The next section explains how to interpret information in the regression formula node. This information applies not only to linear regression models, but also to decision trees models that contain regressions in a portion of the tree.
This section provides detail and examples only for those columns in the mining model content that have particular relevance for linear regression.
For information about general-purpose columns in the schema rowset, see Mining Model Content (Analysis Services - Data Mining).
When you create a model by using the Microsoft Linear Regression algorithm, the data mining engine creates a special instance of a decision trees model and supplies parameters that constrain the tree to contain all the training data in a single node. All continuous inputs are flagged and evaluated as potential regressors, but only those regressors that fit the data are retained as regressors in the final model. The analysis produces either a single regression formula for each regressor or no regression formula at all.
You can view the complete regression formula in the Mining Legend, by clicking the (All) node in the Microsoft Tree Viewer.
Also, when you create a decision trees model that includes a continuous predictable attribute, sometimes the tree has regression nodes that share the properties of regression tree nodes.
Most of the important information in a regression node is contained in the NODE_DISTRIBUTION table. The following example illustrates the layout of the NODE_DISTRIBUTION table. In this example, the Targeted Mailing mining structure has been used to create a linear regression model that predicts customer income based on age. The model is for the purpose of illustration only, because it can be built easily using the existing AdventureWorks sample data and mining structure.
The NODE_DISTRIBUTION table contains multiple rows, each grouped by a variable. The first two rows are always value types 1 and 3, and describe the target attribute. The succeeding rows provide details about the formula for a particular regressor. A regressor is an input variable that has a linear relationship with the output variable. You can have multiple regressors, and each regressor will have a separate row for the coefficient (VALUETYPE = 7), score gain (VALUETYPE = 8), and statistics (VALUETYPE = 9). Finally, the table has a row that contains the intercept of the equation (VALUETYPE = 11).
Elements of the Regression Formula
The nested NODE_DISTRIBUTION table contains each element of the regression formula in a separate row. The first two rows of data in the example results contain information about the predictable attribute, Yearly Income, which models the dependent variable. The SUPPORT column shows the count of cases in support of the two states of this attribute: either a Yearly Income value was available, or the Yearly Income value was missing.
The VARIANCE column tells you the computed variance of the predictable attribute. Variance is a measure of how scattered the values are in a sample, given an expected distribution. Variance here is calculated by taking the average of the squared deviation from the mean. The square root of the variance is also known as standard deviation. Analysis Services does not provide the standard deviation but you can easily calculate it.
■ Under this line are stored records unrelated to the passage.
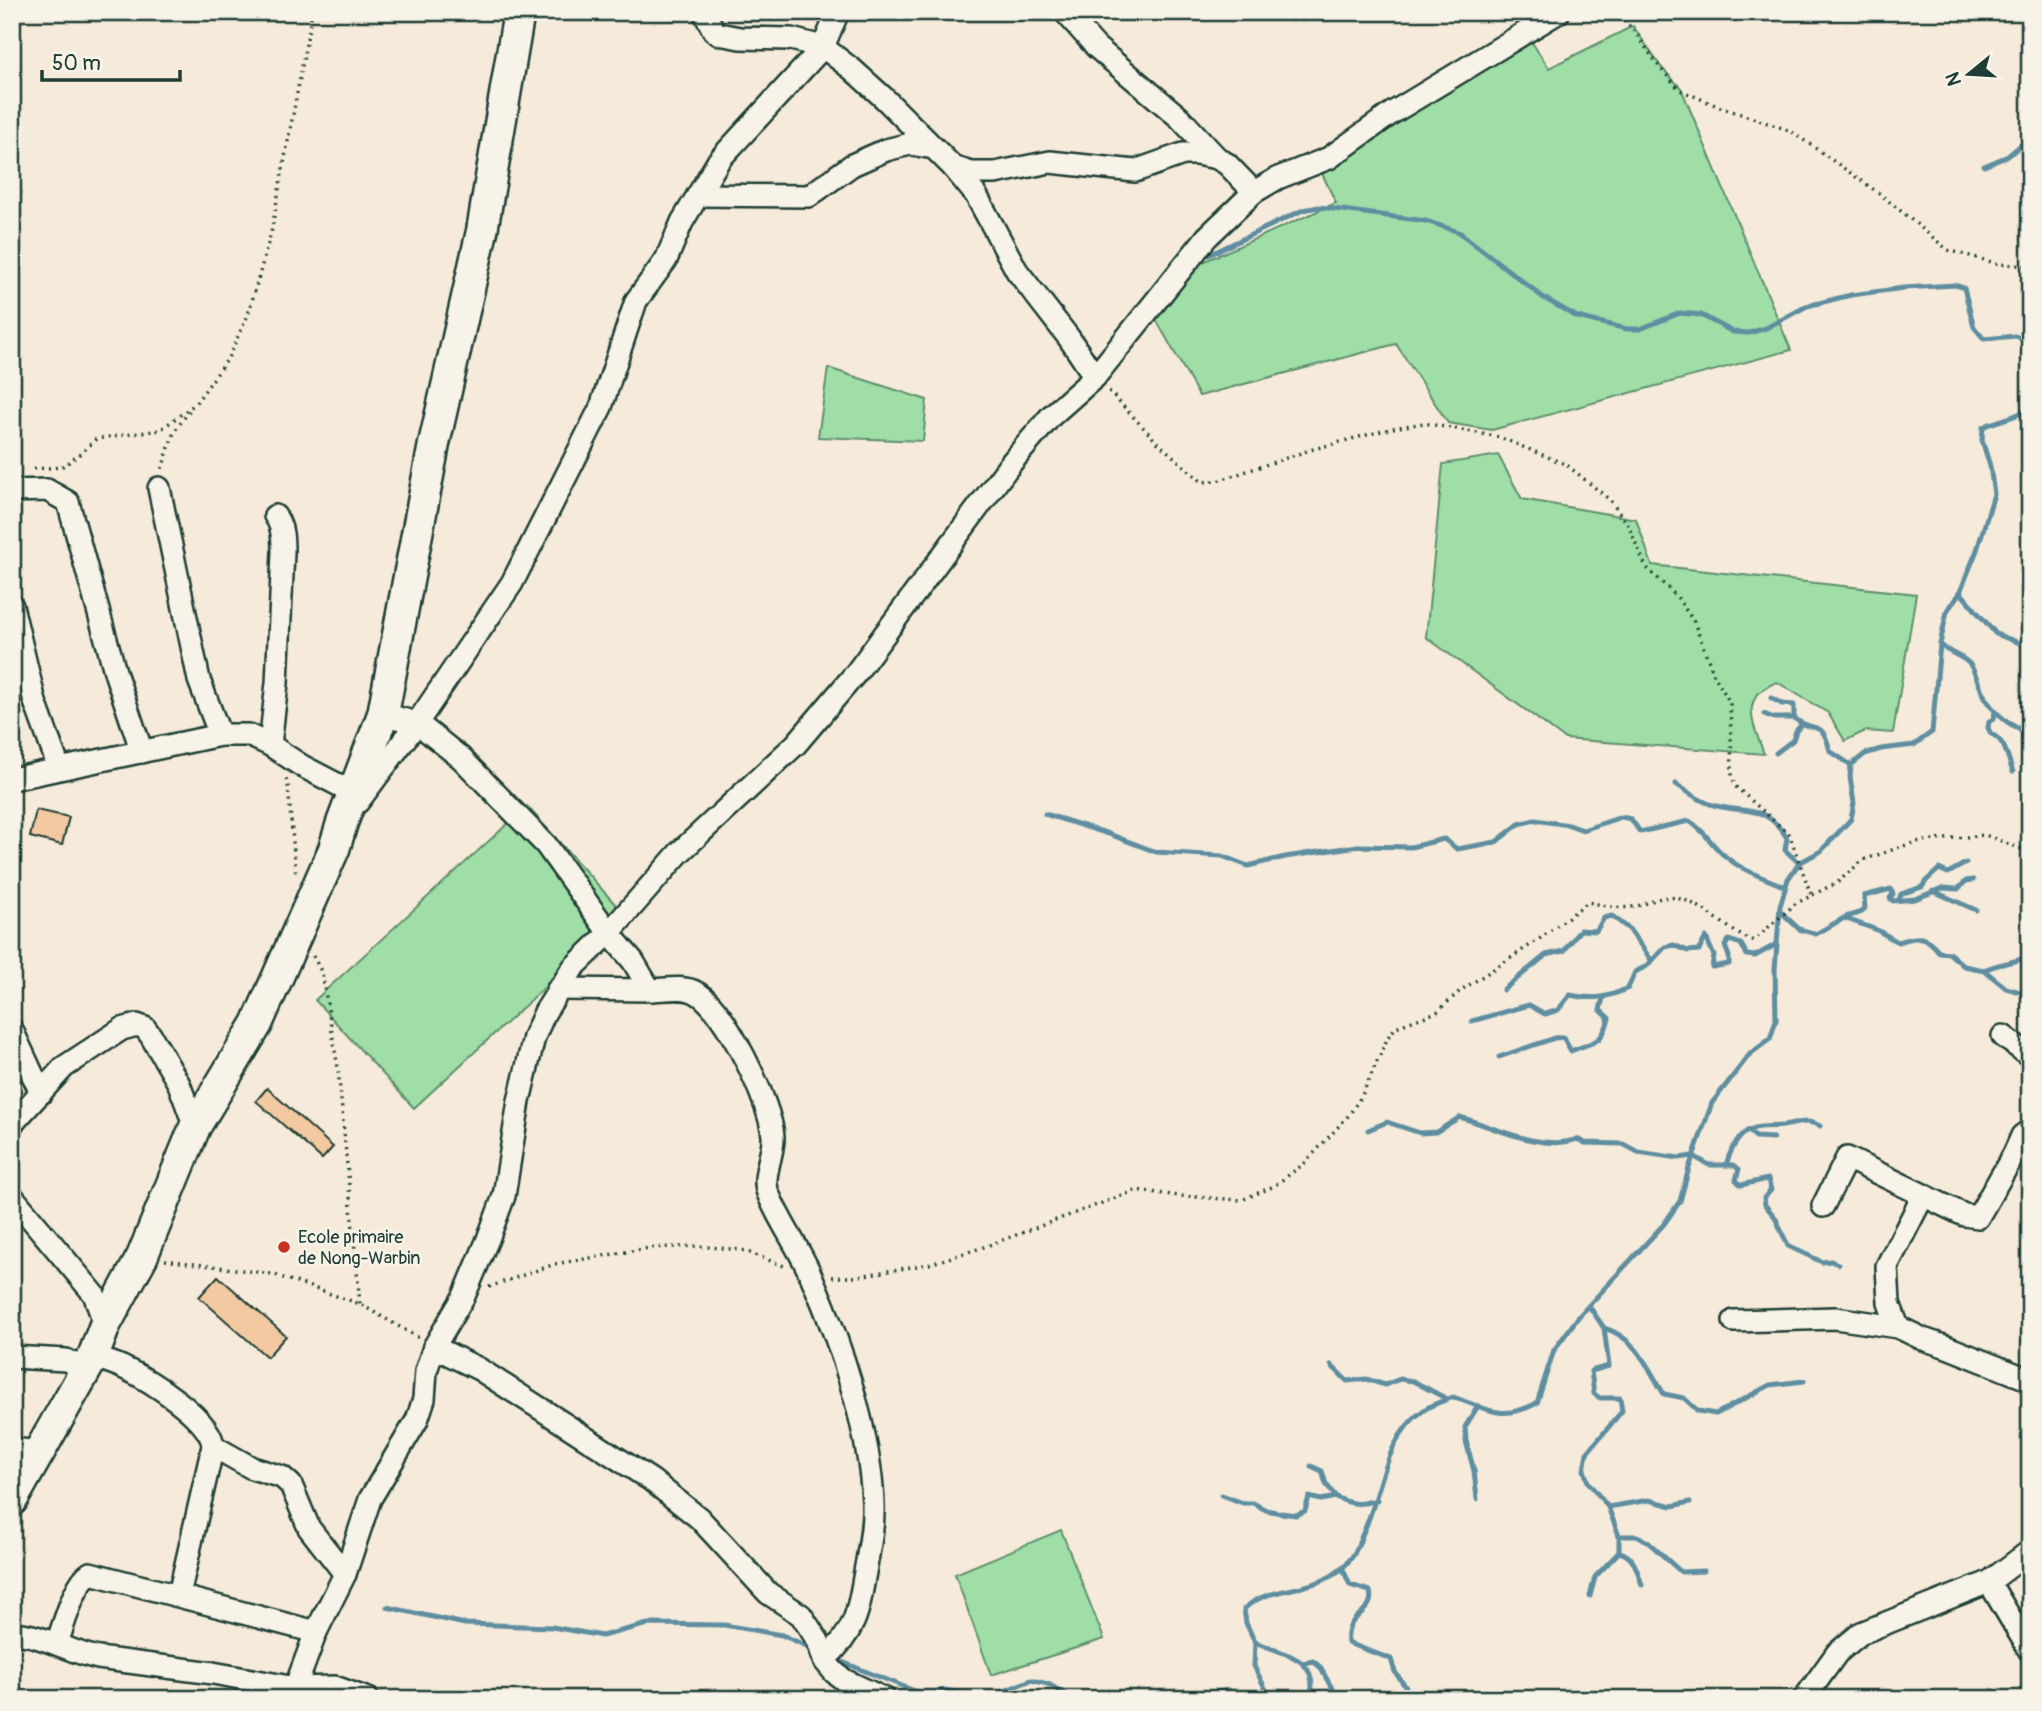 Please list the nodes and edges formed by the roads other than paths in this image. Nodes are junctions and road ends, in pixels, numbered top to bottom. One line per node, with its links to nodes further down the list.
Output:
1 (519, 12): 19 (street)
2 (704, 12): 8 (street)
3 (838, 12): 8 (street)
4 (1065, 12): 10 (street)
5 (1534, 12): 7 (street)
6 (1559, 12): 7 (street)
7 (1525, 34): 12 (street)
8 (823, 47): 9 (street); 13 (street)
9 (934, 148): 11 (street); 13 (street)
10 (1217, 158): 11 (street); 12 (street)
11 (953, 167): 14 (street)
12 (1254, 192): 14 (street)
13 (698, 195): 20 (street)
14 (1095, 377): 28 (street)
15 (19, 483): 23 (street)
16 (159, 488): 21 (street)
17 (275, 516): 22 (street)
18 (12, 606): 24 (street)
19 (383, 714): 20 (street); 26 (street)
20 (417, 723): 27 (street); 28 (street)
21 (220, 735): 22 (street); 23 (street)
22 (270, 745): 26 (street)
23 (142, 752): 24 (street)
24 (59, 768): 25 (street)
25 (12, 779)
26 (354, 793): 27 (street)
27 (342, 823): 36 (street)
28 (609, 933): 29 (street); 30 (street)
29 (558, 989): 30 (street); 44 (street)
30 (650, 990): 59 (street)
31 (12, 1030): 34 (street)
32 (2003, 1036): 33 (street)
33 (2027, 1048)
34 (41, 1093): 35 (street); 36 (street)
35 (12, 1124)
36 (195, 1127): 42 (street)
37 (2030, 1130): 39 (street)
38 (12, 1196): 42 (street)
39 (1923, 1196): 40 (street); 43 (street)
40 (1823, 1206)
41 (1734, 1321): 43 (street)
42 (105, 1325): 46 (street)
43 (1898, 1327): 47 (street)
44 (434, 1346): 52 (street); 59 (street)
45 (12, 1357): 46 (street)
46 (89, 1363): 48 (street); 49 (street)
47 (2030, 1380)
48 (214, 1446): 52 (street); 54 (street)
49 (26, 1451): 50 (street)
50 (12, 1500)
51 (2030, 1551): 53 (street)
52 (345, 1574): 55 (street)
53 (1989, 1582): 58 (street); 63 (street)
54 (179, 1595): 55 (street); 57 (street)
55 (316, 1632): 60 (street)
56 (12, 1633): 57 (street)
57 (57, 1643): 60 (street)
58 (2030, 1651)
59 (824, 1660): 62 (street)
60 (293, 1693): 61 (street)
61 (368, 1699)
62 (885, 1699)
63 (1804, 1699) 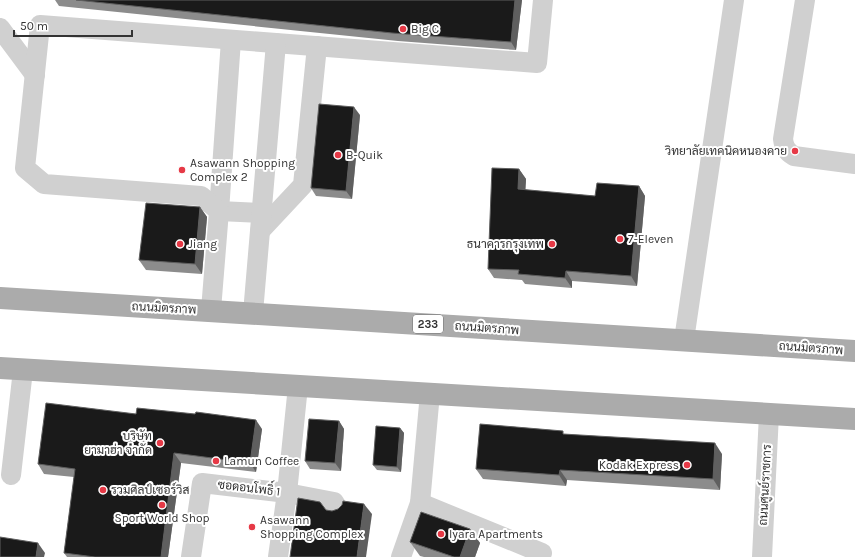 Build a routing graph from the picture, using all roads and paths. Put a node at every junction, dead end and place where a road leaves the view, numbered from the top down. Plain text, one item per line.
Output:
1 (543, 0) edge
2 (734, 0) edge
3 (805, 0) edge
4 (0, 28) edge
5 (231, 40) junction
6 (276, 43) junction
7 (317, 46) junction
8 (35, 75) junction
9 (855, 164) edge
10 (219, 211) junction
11 (261, 222) junction
12 (0, 298) edge
13 (211, 310) junction
14 (253, 313) junction
15 (684, 340) junction
16 (855, 351) edge
17 (0, 368) edge
18 (23, 370) junction
19 (298, 386) junction
20 (430, 393) junction
21 (769, 414) junction
22 (855, 419) edge
23 (11, 475) dead end
24 (287, 493) junction
25 (420, 503) junction
26 (339, 510) edge
27 (545, 556) edge
28 (192, 557) edge
29 (278, 557) edge
30 (401, 557) edge
31 (762, 557) edge

1 - 7 street
2 - 15 street
3 - 9 street
4 - 8 street
5 - 6 street
5 - 8 street
5 - 10 street
6 - 7 street
6 - 11 street
7 - 11 street
8 - 10 street
10 - 11 street
10 - 13 street
11 - 14 street
12 - 13 main road, ถนนมิตรภาพ / 233
13 - 14 main road, ถนนมิตรภาพ / 233
14 - 15 main road, ถนนมิตรภาพ / 233
15 - 16 main road, ถนนมิตรภาพ / 233
17 - 18 main road
18 - 19 main road
18 - 23 street
19 - 20 main road
19 - 24 street, ซอดอนโพธิ์ 1
20 - 21 main road
20 - 25 street
21 - 22 main road
21 - 31 street, ถนนศูนย์ราชการ
24 - 26 street
24 - 28 street, ซอดอนโพธิ์ 1
24 - 29 street
25 - 27 street
25 - 30 street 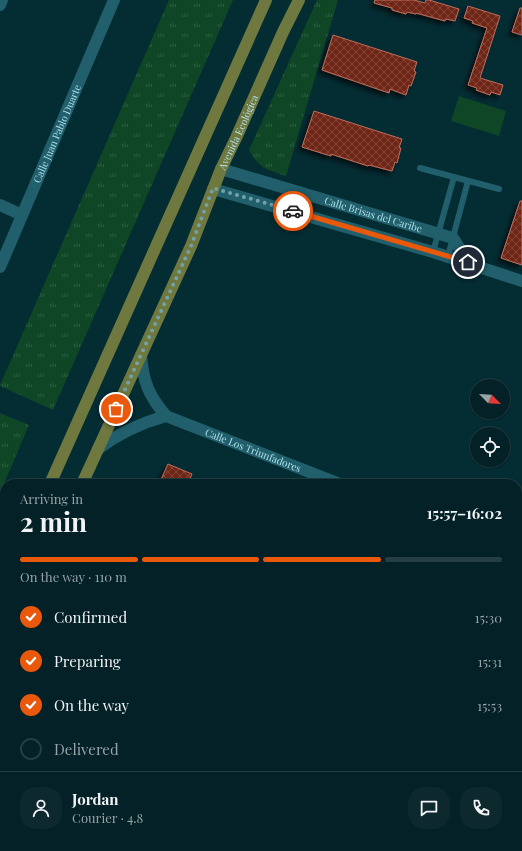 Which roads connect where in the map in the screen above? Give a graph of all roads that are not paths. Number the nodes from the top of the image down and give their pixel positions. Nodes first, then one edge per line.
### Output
1 (2, 0) edge
2 (114, 0) edge
3 (266, 0) edge
4 (299, 0) edge
5 (0, 5) edge
6 (420, 168) dead end
7 (221, 169) junction
8 (454, 178) junction
9 (468, 181) junction
10 (213, 188) junction
11 (499, 189) dead end
12 (0, 205) edge
13 (22, 215) junction
14 (438, 234) junction
15 (453, 238) junction
16 (433, 252) junction
17 (448, 256) junction
18 (468, 262) junction
19 (0, 267) edge
20 (522, 280) edge
21 (141, 355) junction
22 (166, 416) junction
23 (98, 449) junction
24 (52, 479) edge
25 (84, 479) edge
26 (327, 479) edge

1 - 5 street
2 - 13 street, Calle Juan Pablo Duarte
3 - 24 main road
4 - 7 main road, Avenida Ecológica
6 - 8 lane
7 - 10 main road, Avenida Ecológica
7 - 14 street, Calle Brisas del Caribe
8 - 9 lane
8 - 14 lane
9 - 11 lane
9 - 15 lane
10 - 16 street, Calle Brisas del Caribe
10 - 21 main road, Avenida Ecológica
12 - 13 street
13 - 19 street, Calle Juan Pablo Duarte
14 - 15 street, Calle Brisas del Caribe
14 - 16 lane
15 - 17 lane
15 - 18 street
16 - 17 street, Calle Brisas del Caribe
17 - 18 street, Calle Brisas del Caribe
18 - 20 street, Calle Brisas del Caribe
21 - 22 street
21 - 23 main road, Avenida Ecológica
22 - 23 street
22 - 26 street, Calle Los Triunfadores
23 - 25 main road, Avenida Ecológica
For each regressor, three rows are output. They contain the coefficient, score gain, and regressor statistics.
Finally, the table contains a row that provides the intercept for the equation.
For each regressor, a coefficient (VALUETYPE = 7) is calculated. The coefficient itself appears in the ATTRIBUTE_VALUE column, whereas the VARIANCE column tells you the variance for the coefficient. The coefficients are calculated so as to maximize linearity.
The score gain (VALUETYPE = 8) for each regressor represents the interestingness score of the attribute. You can use this value to estimate the usefulness of multiple regressors.
The regressor statistic (VALUETYPE = 9) is the mean for the attribute for cases that have a value. The ATTRIBUTE_VALUE column contains the mean itself, whereas the VARIANCE column contains the sum of deviations from the mean.
Normally, the intercept (VALUETYPE = 11) or residual in a regression equation tells you the value of the predictable attribute, at the point where the input attribute, is 0. In many cases, this might not happen, and could lead to counterintuitive results.
For example, in a model that predicts income based on age, it is useless to learn the income at age 0. In real-life, it is typically more useful to know about the behavior of the line with respect to average values. Therefore, SQL Server Analysis Services modifies the intercept to express each regressor in a relationship with the mean.
This adjustment is difficult to see in the mining model content, but is apparent if you view the completed equation in the Mining Legend of the Microsoft Tree Viewer. The regression formula is shifted away from the 0 point to the point that represents the mean. This presents a view that is more intuitive given the current data.
Therefore, assuming that the mean age is around 45, the intercept (VALUETYPE = 11) for the regression formula tells you the mean income.